FUNDING: No funding was provided for this article.

DISCLOSURES: The authors report no conflicts of interest relevant to the content of this article.

Bariatric Times. 2021;18(3):18–19

Perioperative anxiety is a common, yet unwelcome escort shadowing patients throughout their surgical experience. Though understandable, perioperative anxiety negatively impacts patients’ experiences and surgical outcomes and should therefore be addressed; this problem is the focus of emerging research worldwide, and new strategies have shown to improve patients’ experiences and outcomes.

Characterizing Perioperative Anxiety: Definitions, Prevalence and Causes

Anxiety can be broadly defined as an unpleasant emotional state of nervousness influencing one’s cognitions and behavior in response to anticipated threats, such as surgery.1 Comprised of physiologic components of fear (tachycardia, hypertension, nausea) paired with psychological components of worry, anxiety is common in the perioperative period.
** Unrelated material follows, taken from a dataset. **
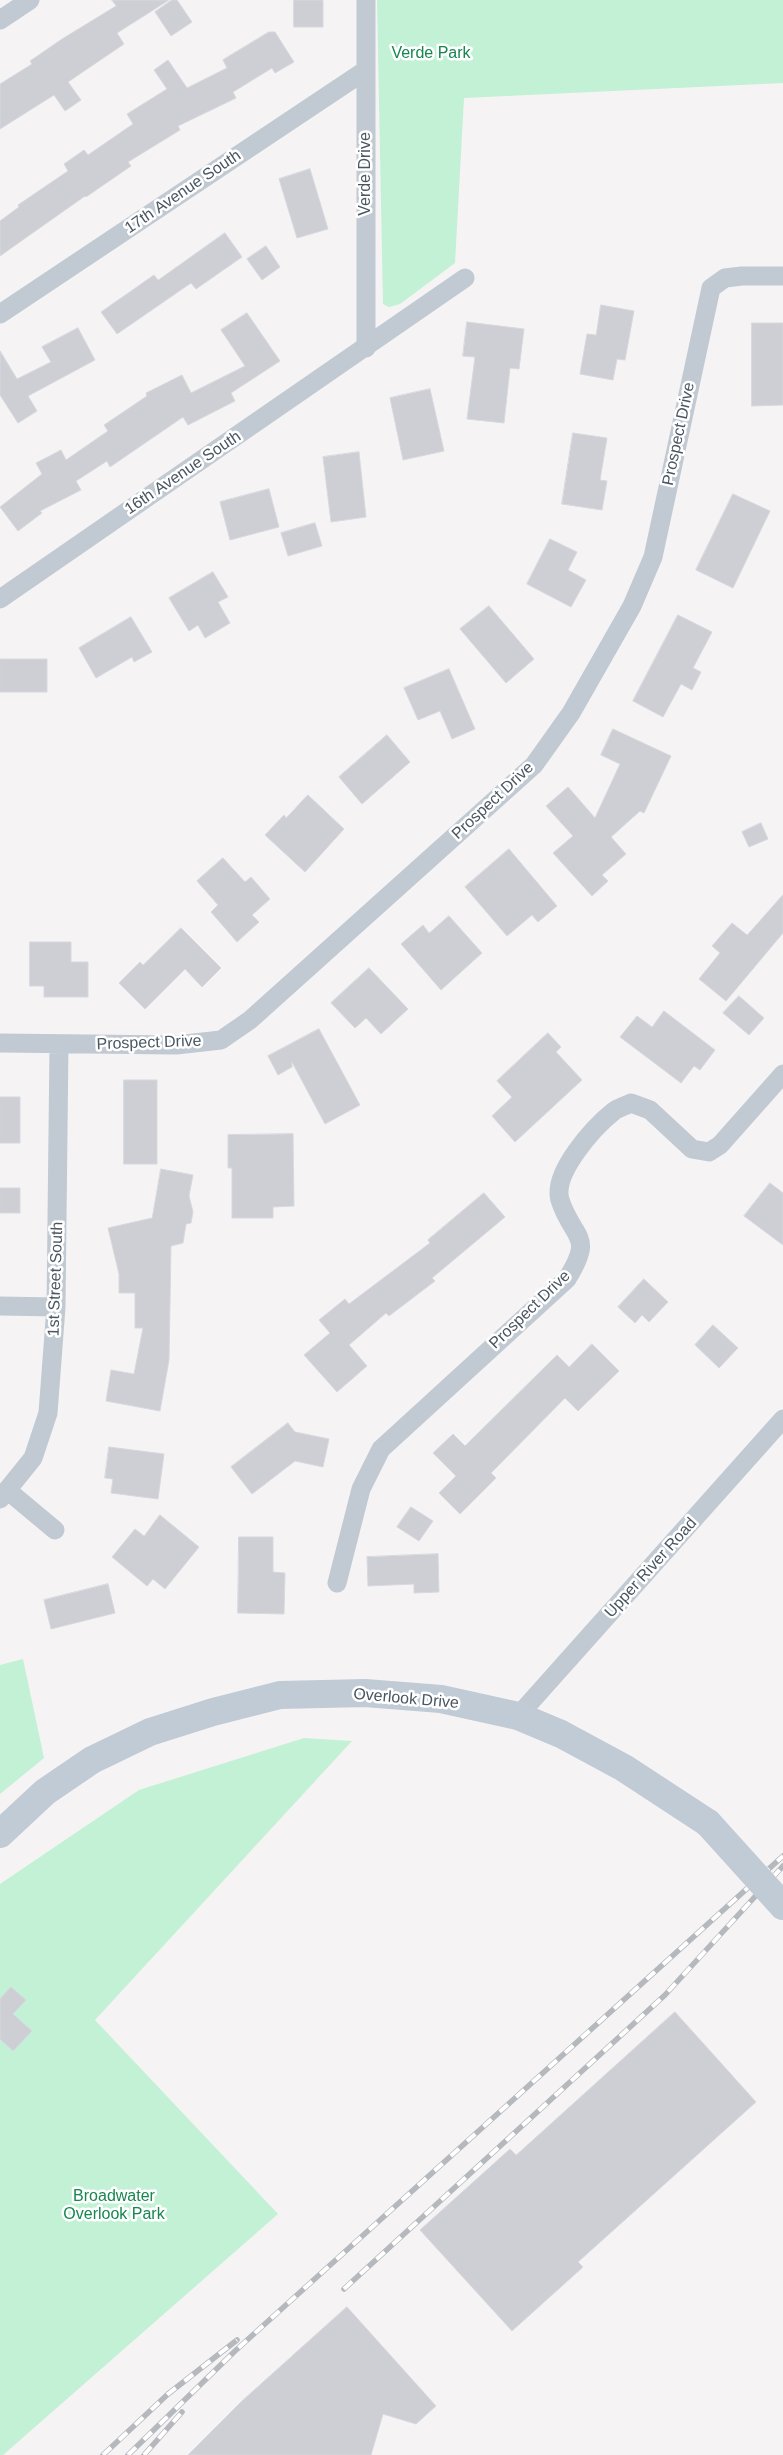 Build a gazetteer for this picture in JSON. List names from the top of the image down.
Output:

Estimates of the prevalence of perioperative anxiety range from 25 to 80 percent, peaking on the day of surgery.1,2 Sources of stress for these patients are many and varied, including such causes as anticipation of pain, separation from family, loss of independence, fear of anesthesia, and the possibility of death.3 Illness severity does not always correlate with anxiety levels; for instance, an observational study comparing perioperative anxiety symptoms in patients undergoing abdominal surgery for either benign or malignant disease found that they did not differ significantly by malignancy status.4 Sources of anxiety can differ in various phases of the surgical process. Preoperatively, distress might stem from uncertainty while awaiting test results, a negative reaction to a diagnosis, or preconceived notions surrounding treatment.5 While inpatient, people suffer heightened anxiety due to the forfeiture of privacy and unfamiliarity of the hospital environment, lack of control in timing of procedures, studies, and discharge, and fear of risks, complications, and pain associated with the procedure itself.5 Postoperatively, anxiety arises due to any mismatch in expectations and actual experience of recovery, unexpected complications, and financial strain or distressing interactions with insurance providers.4,5 Anxiety is a pervasive, multifaceted problem negatively impacting surgical patients’ experiences with many of these negative factors exacerbated in the era of COVID-19 restrictions placed on patients and their families. The good news is that many of the modalities used in standard bariatric practices and enhanced recovery programs work toward ameliorating these outcomes through education, exposure to other patients, and familiarity with the processes surrounding the perioperative period.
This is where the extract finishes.